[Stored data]
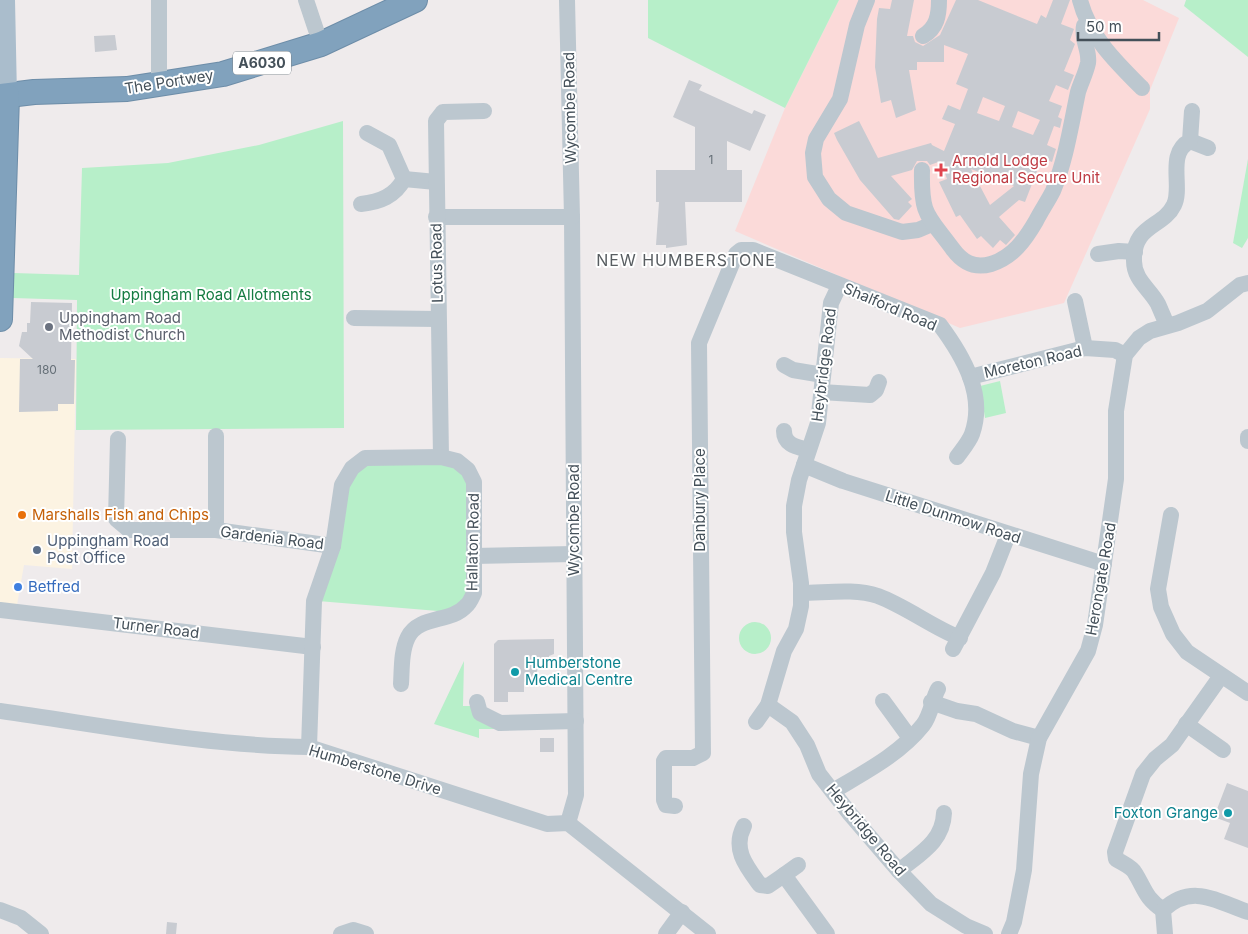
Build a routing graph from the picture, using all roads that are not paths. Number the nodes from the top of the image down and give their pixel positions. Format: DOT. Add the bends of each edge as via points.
graph roads {
  1 [pos="5,0"];
  2 [pos="159,0"];
  3 [pos="306,0"];
  4 [pos="376,0"];
  5 [pos="415,0"];
  6 [pos="568,0"];
  7 [pos="867,0"];
  8 [pos="940,0"];
  9 [pos="1080,0"];
  10 [pos="1089,24"];
  11 [pos="316,30"];
  12 [pos="923,36"];
  13 [pos="158,76"];
  14 [pos="1142,88"];
  15 [pos="3,89"];
  16 [pos="475,107"];
  17 [pos="1192,111"];
  18 [pos="367,133"];
  19 [pos="1190,141"];
  20 [pos="1208,148"];
  21 [pos="922,170"];
  22 [pos="401,180"];
  23 [pos="436,182"];
  24 [pos="1,200"];
  25 [pos="361,204"];
  26 [pos="572,217"];
  27 [pos="436,218"];
  28 [pos="932,224"];
  29 [pos="1135,252"];
  30 [pos="736,254"];
  31 [pos="1098,254"];
  32 [pos="1248,283"];
  33 [pos="839,286"];
  34 [pos="1075,301"];
  35 [pos="0,306"];
  36 [pos="354,318"];
  37 [pos="0,319"];
  38 [pos="438,319"];
  39 [pos="1167,325"];
  40 [pos="1085,348"];
  41 [pos="1125,355"];
  42 [pos="784,365"];
  43 [pos="823,375"];
  44 [pos="970,377"];
  45 [pos="879,382"];
  46 [pos="821,392"];
  47 [pos="784,431"];
  48 [pos="216,436"];
  49 [pos="1248,437"];
  50 [pos="118,439"];
  51 [pos="1248,441"];
  52 [pos="441,457"];
  53 [pos="957,457"];
  54 [pos="806,458"];
  55 [pos="1171,515"];
  56 [pos="216,530"];
  57 [pos="1008,535"];
  58 [pos="333,546"];
  59 [pos="574,554"];
  60 [pos="474,556"];
  61 [pos="1104,564"];
  62 [pos="801,593"];
  63 [pos="0,610"];
  64 [pos="312,647"];
  65 [pos="1221,676"];
  66 [pos="401,684"];
  67 [pos="1245,685"];
  68 [pos="883,701"];
  69 [pos="477,702"];
  70 [pos="768,705"];
  71 [pos="0,711"];
  72 [pos="576,721"];
  73 [pos="756,722"];
  74 [pos="1186,724"];
  75 [pos="910,738"];
  76 [pos="1039,738"];
  77 [pos="309,747"];
  78 [pos="1223,750"];
  79 [pos="833,791"];
  80 [pos="675,806"];
  81 [pos="944,813"];
  82 [pos="568,823"];
  83 [pos="744,826"];
  84 [pos="798,865"];
  85 [pos="899,871"];
  86 [pos="784,876"];
  87 [pos="0,910"];
  88 [pos="1163,910"];
  89 [pos="682,912"];
  90 [pos="1248,912"];
  91 [pos="343,932"];
  92 [pos="37,933"];
  93 [pos="366,934"];
  94 [pos="666,934"];
  95 [pos="708,934"];
  96 [pos="827,934"];
  97 [pos="985,934"];
  98 [pos="1009,934"];
  99 [pos="1165,934"];
  1 -- 15 [label="main road"];
  2 -- 13 [label="street"];
  3 -- 11 [label="street"];
  4 -- 11 [label="highway, The Portwey"];
  5 -- 13 [label="highway, The Portwey / A6030" via="321,44 223,74"];
  6 -- 26 [label="street, Wycombe Road"];
  7 -- 28 [label="street" via="857,25 840,99 816,139 813,153 815,177 828,199 846,213 902,232"];
  8 -- 12 [label="street" via="936,23"];
  9 -- 10 [label="street"];
  10 -- 14 [label="street" via="1102,44"];
  10 -- 28 [label="street" via="1084,26 1082,35 1089,60 1061,166 1052,192 1024,240 1007,257 976,266 961,260"];
  11 -- 13 [label="highway, The Portwey"];
  13 -- 15 [label="highway, The Portwey / A6030" via="128,89 34,92"];
  15 -- 24 [label="highway"];
  16 -- 23 [label="street, Lotus Road" via="442,112 436,121"];
  17 -- 19 [label="street"];
  18 -- 22 [label="street" via="390,145"];
  19 -- 20 [label="street"];
  19 -- 29 [label="street" via="1178,157 1178,196 1174,206 1166,217 1147,228 1135,246"];
  21 -- 28 [label="street" via="922,199"];
  22 -- 23 [label="street"];
  22 -- 25 [label="street" via="376,202"];
  23 -- 27 [label="street, Lotus Road"];
  24 -- 35 [label="highway"];
  26 -- 27 [label="street"];
  26 -- 59 [label="street, Wycombe Road"];
  27 -- 38 [label="street, Lotus Road"];
  29 -- 31 [label="street"];
  29 -- 39 [label="street" via="1134,263 1141,283 1157,302"];
  30 -- 33 [label="street, Shalford Road" via="741,250 753,250"];
  30 -- 80 [label="street, Danbury Place" via="699,343 699,539 707,742 693,758 666,758 664,761 664,800 666,805"];
  32 -- 39 [label="street" via="1240,285 1207,311"];
  33 -- 43 [label="street, Heybridge Road" via="831,303"];
  33 -- 44 [label="street, Shalford Road" via="940,326 953,343"];
  34 -- 40 [label="street"];
  35 -- 37 [label="highway"];
  36 -- 38 [label="street" via="372,312"];
  38 -- 52 [label="street, Lotus Road"];
  39 -- 41 [label="street" via="1139,338"];
  40 -- 41 [label="street, Moreton Road" via="1115,350"];
  40 -- 44 [label="street, Moreton Road"];
  41 -- 61 [label="street, Herongate Road" via="1116,411 1116,479"];
  42 -- 43 [label="street" via="793,370"];
  43 -- 46 [label="street, Heybridge Road"];
  44 -- 53 [label="street, Shalford Road" via="976,416 971,435"];
  45 -- 46 [label="street" via="870,396"];
  46 -- 54 [label="street, Heybridge Road" via="818,422"];
  47 -- 54 [label="street, Little Dunmow Road" via="787,442"];
  48 -- 56 [label="street"];
  49 -- 51 [label="street"];
  50 -- 56 [label="street, Gardenia Road" via="116,519 129,530"];
  52 -- 58 [label="street, Hallaton Road" via="365,458 352,468 342,485"];
  52 -- 60 [label="street, Hallaton Road" via="457,461 468,470 474,482"];
  54 -- 57 [label="street, Little Dunmow Road" via="843,481"];
  54 -- 62 [label="street, Heybridge Road" via="794,506"];
  55 -- 65 [label="street" via="1159,598 1173,634 1186,652"];
  56 -- 58 [label="street, Gardenia Road"];
  57 -- 61 [label="street, Little Dunmow Road"];
  57 -- 62 [label="street" via="993,573 956,644 922,616 877,596 847,592"];
  58 -- 64 [label="street, Hallaton Road" via="314,601"];
  59 -- 60 [label="street"];
  59 -- 72 [label="street, Wycombe Road"];
  60 -- 66 [label="street, Hallaton Road" via="474,593 466,607 451,616 418,625 408,636"];
  61 -- 76 [label="street, Herongate Road" via="1088,651"];
  62 -- 70 [label="street, Heybridge Road" via="796,629 784,651"];
  63 -- 64 [label="street, Turner Road"];
  64 -- 77 [label="street, Hallaton Road"];
  65 -- 67 [label="street"];
  65 -- 74 [label="street"];
  68 -- 75 [label="street"];
  69 -- 72 [label="street" via="480,713 500,723"];
  70 -- 73 [label="street, Heybridge Road"];
  70 -- 79 [label="street, Heybridge Road" via="792,722 807,745 819,774"];
  71 -- 77 [label="street, Humberstone Drive" via="168,734 280,747"];
  72 -- 82 [label="street, Wycombe Road" via="576,795"];
  74 -- 78 [label="street"];
  74 -- 88 [label="street" via="1172,745 1143,774 1115,852 1116,860 1135,871 1140,886 1152,903"];
  75 -- 76 [label="street" via="924,724 935,695 957,711 976,714"];
  75 -- 79 [label="street" via="896,753"];
  76 -- 98 [label="street, Herongate Road" via="1031,774 1024,870"];
  77 -- 82 [label="street, Humberstone Drive" via="547,824"];
  79 -- 85 [label="street, Heybridge Road"];
  81 -- 85 [label="street" via="937,839"];
  82 -- 89 [label="street"];
  83 -- 86 [label="street" via="739,847 742,860 760,885 768,886"];
  84 -- 86 [label="street"];
  85 -- 97 [label="street, Heybridge Road" via="931,904"];
  86 -- 96 [label="street"];
  87 -- 92 [label="street" via="21,918"];
  88 -- 90 [label="street" via="1172,901 1190,894"];
  88 -- 99 [label="street"];
  89 -- 94 [label="street"];
  89 -- 95 [label="street"];
  91 -- 93 [label="street" via="353,930"];
}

- **EXERCISE**
Pick each line holding the word "roads" out of the data and copy it.

- **OUTPUT FOR THIS TASK**
Build a routing graph from the picture, using all roads that are not paths. Number the nodes from the top of the image down and give their pixel positions. Format: DOT. Add the bends of each edge as via points.
graph roads {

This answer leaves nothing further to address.